How to recognize variables that don't affect the output of a program?

Sometimes the value of a variable accessed within the control-flow of a program cannot possibly have any effect on a its output. For example:
global var_1
global var_2
start program hello(var_3, var_4)
if (var_2 < 0) then
save-log-to-disk (var_1, var_3, var_4)
end-if
return ("Hello " + var_3 + ", my name is " + var_1)
end program
Here only var_1 and var_3 have any influence on the output, while var_2 and var_4 are only used for side effects.
Do variables such as var_1 and var_3 have a name in dataflow-theory/compiler-theory?
Which static dataflow analysis techniques can be used to discover them?
References to academic literature on the subject would be particularly appreciated.
The problem that you stated is undecidable in general,
even for the following very narrow special case:
Given a single routine P(x), where x is a parameter of type integer. Is the output of P(x) independent of the value of x, i.e., does
P(0) = P(1) = P(2) = ...?
We can reduce the following still undecidable version of the halting problem to the question above: Given a Turing machine M(), does the program
never stop on the empty input?
I assume that we use a (Turing-complete) language in which we can build a "Turing machine simulator":
Given the program M(), construct this routine:
P(x):
if x == 0:
return 0
Run M() for x steps
if M() has terminated then:
return 1
else:
return 0
Now:
P(0) = P(1) = P(2) = ...
=>
M() does not terminate.
M() does terminate
=> P(x) = 1 for a sufficiently large x
=> P(x) != P(0) = 0
So, it is very difficult for a compiler to decide whether a variable actually does not influence the return value of a routine; in your example, the "side effect routine" might manipulate one of its values (or even loop infinitely, which would most definitely change the return value of the routine ;-)
Of course overapproximations are still possible.
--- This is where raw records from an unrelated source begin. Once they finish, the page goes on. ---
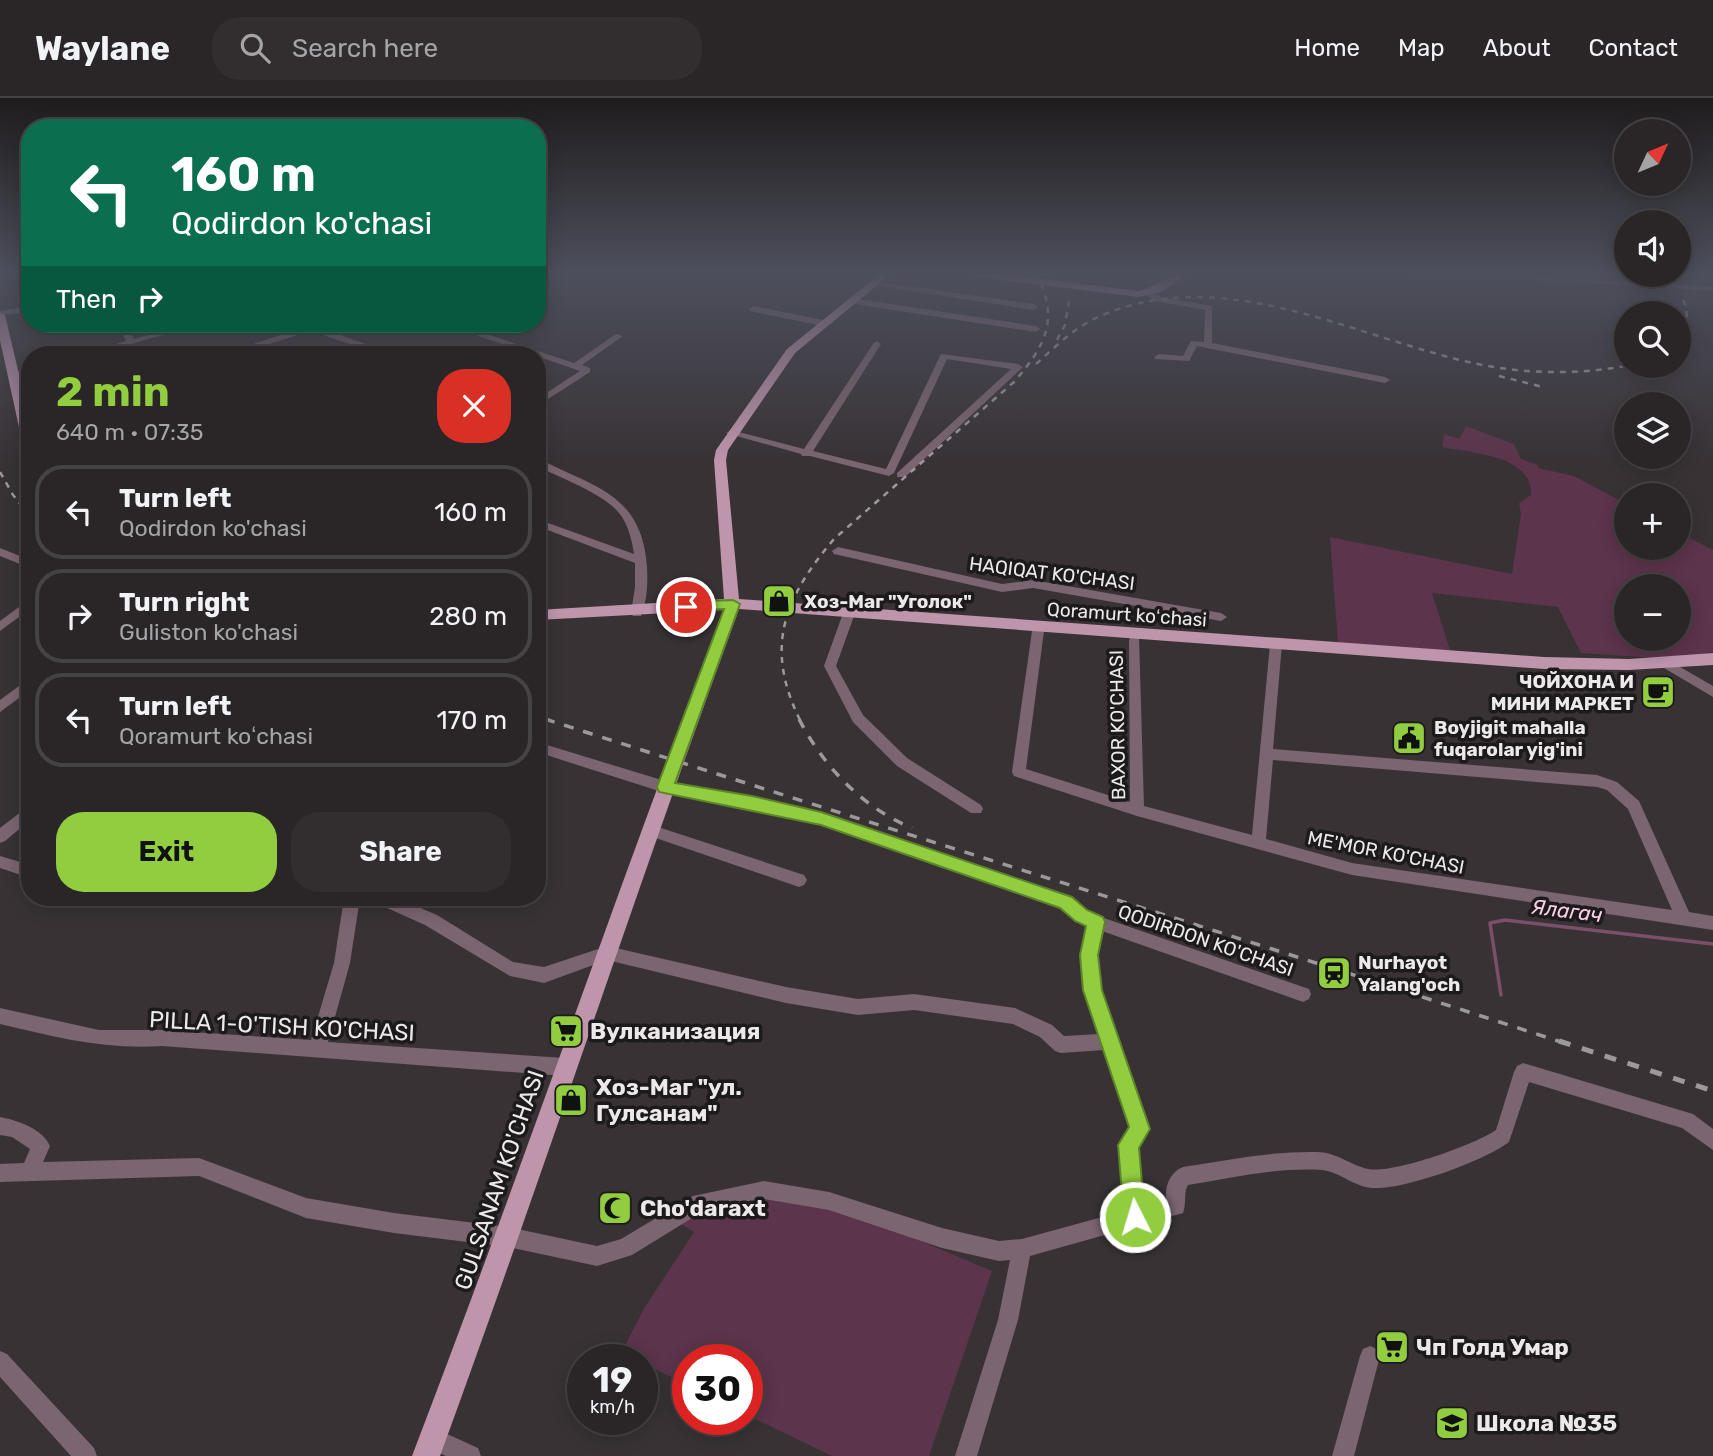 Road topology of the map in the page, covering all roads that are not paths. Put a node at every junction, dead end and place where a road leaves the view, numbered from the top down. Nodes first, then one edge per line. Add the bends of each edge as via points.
1 (7, 336) edge
2 (8, 336) edge
3 (128, 336) edge
4 (152, 336) edge
5 (285, 336) edge
6 (336, 336) edge
7 (485, 336) edge
8 (808, 336) edge
9 (1208, 336) edge
10 (619, 337) dead end
11 (131, 342) junction
12 (877, 344) dead end
13 (1208, 345) junction
14 (116, 346) edge
15 (254, 346) edge
16 (364, 346) edge
17 (515, 346) edge
18 (546, 356) edge
19 (1159, 357) dead end
20 (575, 366) junction
21 (21, 373) edge
22 (17, 374) junction
23 (1385, 380) dead end
24 (21, 389) edge
25 (546, 397) edge
26 (21, 406) edge
27 (731, 433) junction
28 (806, 454) junction
29 (546, 467) edge
30 (901, 475) dead end
31 (546, 525) edge
32 (838, 551) dead end
33 (0, 552) edge
34 (21, 560) edge
35 (639, 560) junction
36 (733, 607) junction
37 (21, 610) edge
38 (638, 611) junction
39 (546, 616) edge
40 (848, 616) junction
41 (1221, 617) dead end
42 (0, 626) edge
43 (1038, 631) junction
44 (1135, 640) junction
45 (1277, 646) junction
46 (1713, 662) edge
47 (1670, 667) junction
48 (21, 690) edge
49 (1713, 692) edge
50 (0, 707) edge
51 (546, 750) edge
52 (1268, 754) junction
53 (665, 787) junction
54 (976, 809) dead end
55 (1137, 810) junction
56 (21, 819) edge
57 (649, 831) junction
58 (0, 837) edge
59 (1258, 845) junction
60 (0, 862) edge
61 (21, 869) edge
62 (799, 880) dead end
63 (351, 906) edge
64 (399, 906) edge
65 (1684, 920) junction
66 (1096, 922) junction
67 (1713, 923) edge
68 (607, 953) junction
69 (1303, 994) dead end
70 (0, 1016) edge
71 (1111, 1041) junction
72 (317, 1049) junction
73 (565, 1067) junction
74 (0, 1126) edge
75 (1713, 1141) edge
76 (29, 1172) junction
77 (0, 1173) edge
78 (1135, 1217) junction
79 (508, 1237) junction
80 (1022, 1249) junction
81 (1370, 1356) dead end
82 (0, 1361) edge
83 (430, 1448) edge
84 (86, 1456) edge
85 (470, 1456) edge
86 (966, 1456) edge
87 (1343, 1456) edge

1 - 26 main road
2 - 22 main road
3 - 11 street
4 - 11 street
5 - 15 street
6 - 16 street
7 - 17 street
8 - 27 main road via 786,356
9 - 13 street
10 - 20 street
11 - 14 street
12 - 28 street
13 - 19 street via 1194,343 1186,359
13 - 23 street
18 - 20 street
20 - 25 street via 587,370
21 - 22 street
22 - 24 main road
27 - 28 street
27 - 36 main road via 720,460
28 - 30 street via 889,473 944,356 1018,367
29 - 35 street via 620,506 634,532
31 - 35 street
32 - 41 street, HAQIQAT KO'CHASI via 1002,588 1033,584
33 - 34 street
35 - 38 street
36 - 38 main road, Qoramurt koʻchasi
36 - 40 main road, Qoramurt koʻchasi
36 - 45 main road, Qoramurt koʻchasi via 847,610
36 - 53 main road, GULSANAM KO'CHASI
37 - 42 street
38 - 39 main road, Qoramurt koʻchasi
40 - 43 main road, Qoramurt koʻchasi
40 - 54 street via 830,666 858,718 902,762
43 - 44 main road, Qoramurt koʻchasi
43 - 55 street, ME'MOR KO'CHASI via 1019,772
44 - 45 main road, Qoramurt koʻchasi
44 - 55 street, BAXOR KO'CHASI
45 - 47 main road, Qoramurt koʻchasi via 1624,670
45 - 52 street
46 - 47 main road, Qoramurt koʻchasi
47 - 49 street
48 - 50 street
51 - 53 street, QODIRDON KO'CHASI
52 - 59 street
52 - 65 street via 1597,781 1612,786 1634,805
53 - 57 main road, GULSANAM KO'CHASI
53 - 66 street, QODIRDON KO'CHASI via 821,818 1066,902
55 - 59 street, ME'MOR KO'CHASI
56 - 58 street
57 - 62 street
57 - 68 main road, GULSANAM KO'CHASI
59 - 65 street, ME'MOR KO'CHASI via 1352,869
60 - 61 street
63 - 72 street via 342,963
64 - 68 street via 431,920 510,969 544,975
65 - 67 street, ME'MOR KO'CHASI
66 - 69 street, QODIRDON KO'CHASI
66 - 71 street via 1090,972
68 - 71 street via 858,1007 914,1002 1006,1014 1032,1023 1061,1045
68 - 73 main road, GULSANAM KO'CHASI
70 - 72 street, PILLA 1-O'TISH KO'CHASI via 60,1033 126,1042 162,1038
71 - 78 street via 1140,1129 1128,1145
72 - 73 street, PILLA 1-O'TISH KO'CHASI
73 - 79 main road, GULSANAM KO'CHASI
74 - 76 street via 16,1129 41,1146
75 - 78 street via 1687,1120 1523,1072 1503,1136 1467,1156 1373,1179 1324,1161 1183,1176 1175,1188 1176,1206
76 - 77 street
76 - 79 street via 199,1167 306,1208
78 - 80 street
79 - 80 street via 597,1256 625,1248 693,1206 757,1190 830,1202 999,1251
79 - 83 main road, GULSANAM KO'CHASI
80 - 86 street via 1008,1320
81 - 87 street
82 - 84 street
83 - 85 street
For example, one might conclude that a variable does not influence the return value if it does not appear in the routine body at all. You can also see some classical compiler analyses (like Expression Simplification, Constant propagation) having the side effect of eliminating appearances of such redundant variables.
Pachelbel has discussed the fact that you cannot do this perfectly. OK, I'm an engineer, I'm willing to accept some dirt in my answer.
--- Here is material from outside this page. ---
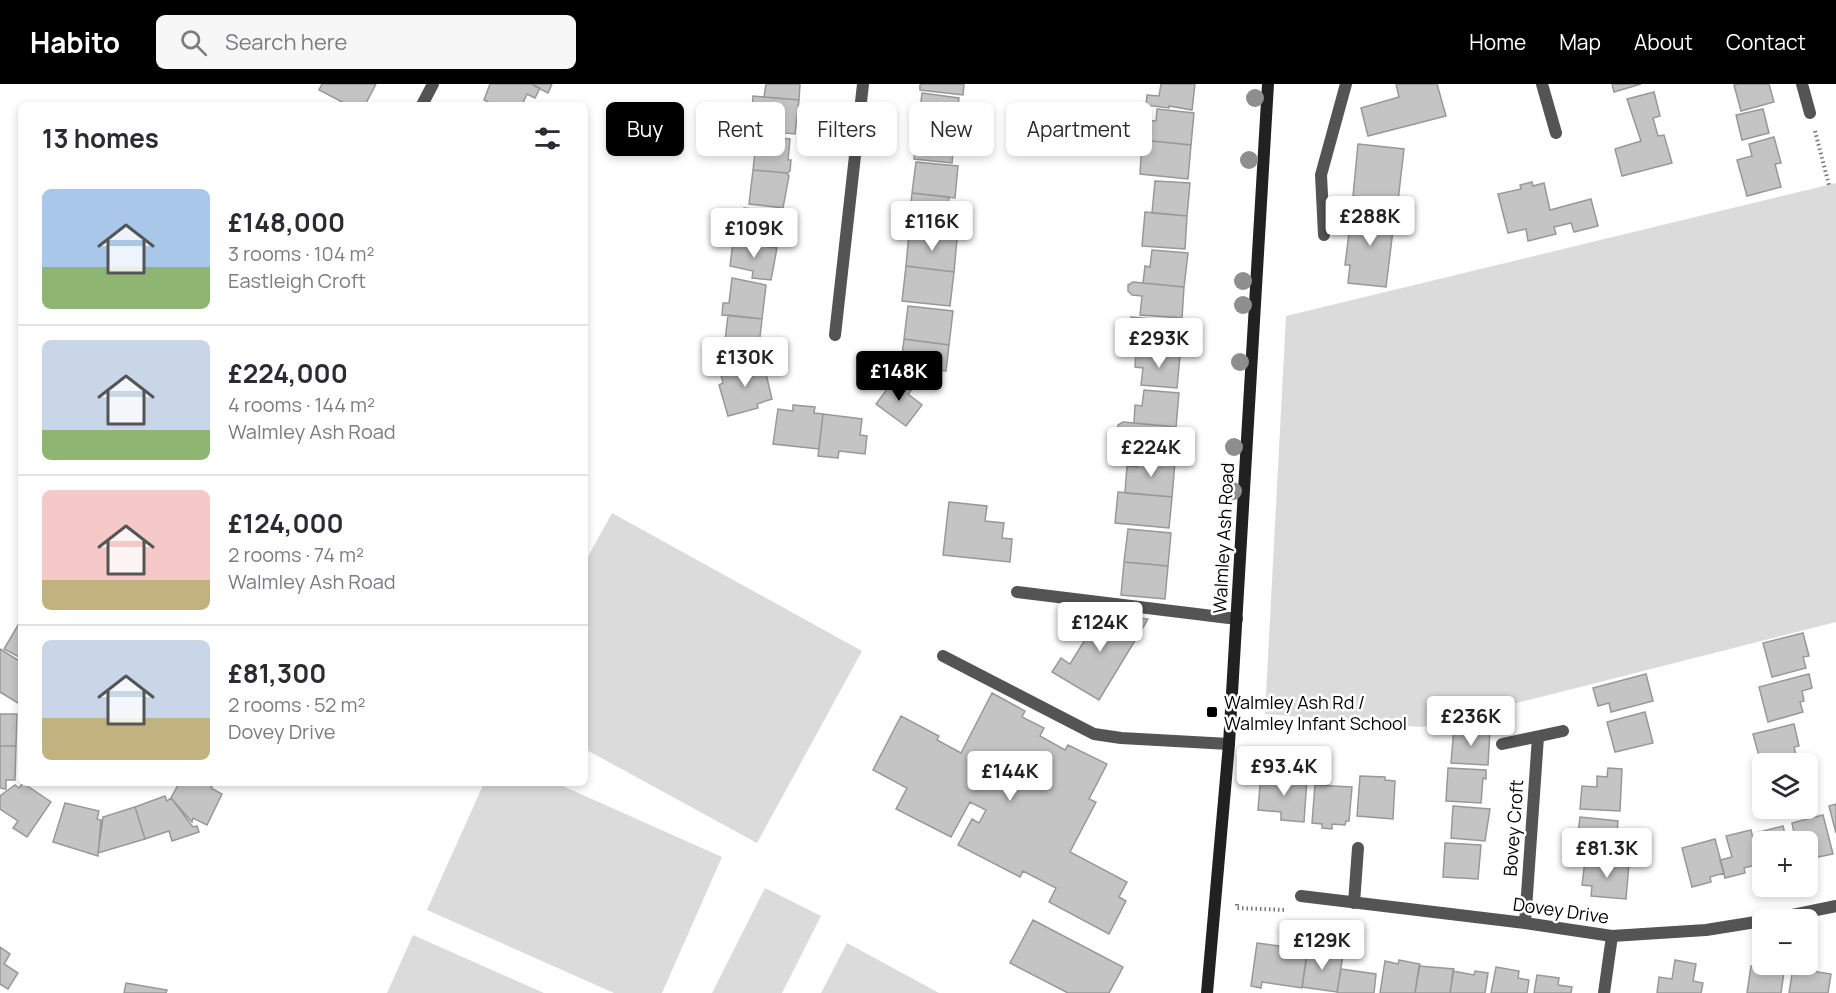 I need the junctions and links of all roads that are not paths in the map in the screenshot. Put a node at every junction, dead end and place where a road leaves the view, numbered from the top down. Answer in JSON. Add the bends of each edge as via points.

The classic way to answer you question is to do dataflow tracing from program outputs back to program inputs. A dataflow is the connection of a program assignment (or sideeffect) to a variable value, to a place in the application that consumes that value.
If there is (transitive) dataflow from a program output that you care about (in your example, the printed text stream) to an input you supplied (var2), then that input "affects" the output. A variable that does not flow from the input to your desired output is useless from your point of view.
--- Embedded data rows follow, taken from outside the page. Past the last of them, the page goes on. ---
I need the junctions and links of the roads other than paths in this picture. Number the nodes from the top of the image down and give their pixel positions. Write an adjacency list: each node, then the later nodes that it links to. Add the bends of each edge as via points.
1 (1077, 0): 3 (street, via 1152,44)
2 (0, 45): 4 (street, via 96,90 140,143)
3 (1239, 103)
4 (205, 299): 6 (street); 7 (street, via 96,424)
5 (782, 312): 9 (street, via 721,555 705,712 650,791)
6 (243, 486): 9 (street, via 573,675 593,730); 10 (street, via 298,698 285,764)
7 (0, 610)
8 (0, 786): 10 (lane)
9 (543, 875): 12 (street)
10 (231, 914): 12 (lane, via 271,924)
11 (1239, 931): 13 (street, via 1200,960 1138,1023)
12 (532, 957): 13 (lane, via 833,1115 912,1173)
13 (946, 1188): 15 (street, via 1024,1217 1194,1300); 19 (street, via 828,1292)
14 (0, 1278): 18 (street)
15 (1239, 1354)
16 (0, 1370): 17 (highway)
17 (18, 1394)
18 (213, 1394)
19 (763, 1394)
If you focus your attention only the computations involved in the dataflows, and display them, you get what is generally called a "program slice" . There are (very few) commercial tools that can show this to you.
Grammatech has a good reputation here for C and C++.
There are standard compiler algorithms for constructing such dataflow graphs; see any competent compiler book.
They all suffer from some limitation due to Turing's impossibility proofs as pointed out by Pachelbel. When you implement such a dataflow algorithm, there will be places that it cannot know the right answer; simply pick one.
If your algorithm chooses to answer "there is no dataflow" in certain places where it is not sure, then it may miss a valid dataflow and it might report that a variable does not affect the answer incorrectly. (This is called a "false negative"). This occasional error may be satisfactory if
the algorithm has some other nice properties, e.g, it runs really fast on a millions of code. (The trivial algorithm simply says "no dataflow" in all places, and it is really fast :)
If your algorithm chooses to answer "yes there is a dataflow", then it may claim that some variable affects the answer when it does not. (This is called a "false positive").
You get to decide which is more important; many people prefer false positives when looking for a problem, because then you have to at least look at possibilities detected by the tool. A false negative means it didn't report something you might care about. YMMV.
Here's a starting reference: http://en.wikipedia.org/wiki/Data-flow_analysis
Any of the books on that page will be pretty good. I have Muchnick's book and like it lot. See also this page: (http://en.wikipedia.org/wiki/Program_slicing)
You will discover that implementing this is pretty big effort, for any real langauge. You are probably better off finding a tool framework that does most or all this for you already.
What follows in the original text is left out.